# Wearing Orthotics in Boots



## cameron_highlander (12 Dec 2007)

Question;

When you guys who have orthotics wear them in your boots, do you have just the orthotics, or do you place said orthotics on top of the insoles already in the boots (I.e. with the new combat boots and the issued insole with them)? I'm talking about professionally fitted orthotics if you have flat feet, like me. 

I'm trying to figure out my best course of action here. On one hand, it seems that wearing two insoles in a boot is a bad idea, but my boots fit properly when I do that. On the other hand, if I wore just thenorthotics I'd need to go in again to get new boots because they weren't properly fitted to me when I got them issued (rush rush as it always is, and they stretched out a lot during the summer and now are too loose).


----------



## The_Falcon (12 Dec 2007)

Bite the bullet and get new boots, properly fitted to your orthotics and your feet.  From my experience orthotics are generally made to go in footwear sans any other insole.


----------



## chrisf (12 Dec 2007)

Piper said:
			
		

> Question;
> 
> When you guys who have orthotics wear them in your boots, do you have just the orthotics, or do you place said orthotics on top of the insoles already in the boots (I.e. with the new combat boots and the issued insole with them)? I'm talking about professionally fitted orthotics if you have flat feet, like me.
> 
> I'm trying to figure out my best course of action here. On one hand, it seems that wearing two insoles in a boot is a bad idea, but my boots fit properly when I do that. On the other hand, if I wore just thenorthotics I'd need to go in again to get new boots because they weren't properly fitted to me when I got them issued (rush rush as it always is, and they stretched out a lot during the summer and now are too loose).



It's generally accepted once you get new orthotics, you get new boots. When you're fitting the MKIII combat boots, you want a tight pair to squeeze into. They usually stretch about two sizes.

That being said, if you're stacking your orthotics on top of the issued (Read: Garbage) mesh insoles, you're shouldn't be doing any harm in the short term. The insoles are hard and flat.


----------



## Eric_911 (12 Dec 2007)

I agree, they should have never sized you with the "stock" insoles inside. 

I made the mistake on myself when trying on my desert boots, when I had to wrestle with the orthodics to get them in the boots, it occured to me.

I would say that wearing insoles and orthodics at the same time may cause you some problems down the road. Remember that some of these "stock" insoles have arches on them already. This would alter the angle at which your orthodics were designed to support your feet. (IMO a little bit of a problem, unless the Bow-legged look works for you  )

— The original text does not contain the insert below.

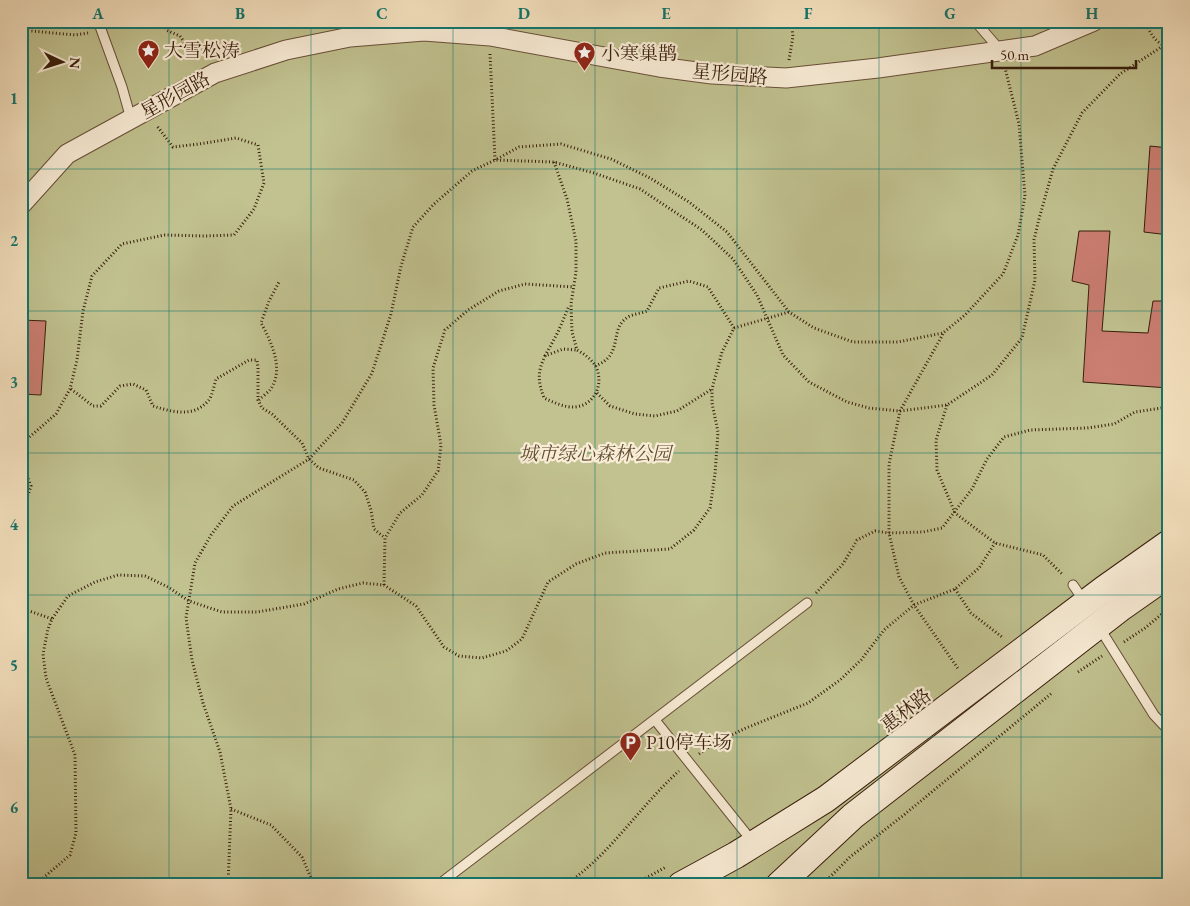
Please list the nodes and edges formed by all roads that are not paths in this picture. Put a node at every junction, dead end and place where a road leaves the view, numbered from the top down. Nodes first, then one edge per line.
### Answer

Also they may slip/shift against each other, plus the bottom insole would also undoubtedly retain a lot of moisture (~stench~)

I second Hatchet Man, go in and resize.


----------



## chrisf (12 Dec 2007)

I missed the part where he specified "new combat boots". I'm assuming it's the new GP boots. If there's any arch in the insole that comes with them, don't stack them with your orthotics. If you've got to do somthing until you can get your boots exchanged, get a pair of "odour eater" type insoles, or even the insoles from the MKIII boots... somthing flat.


----------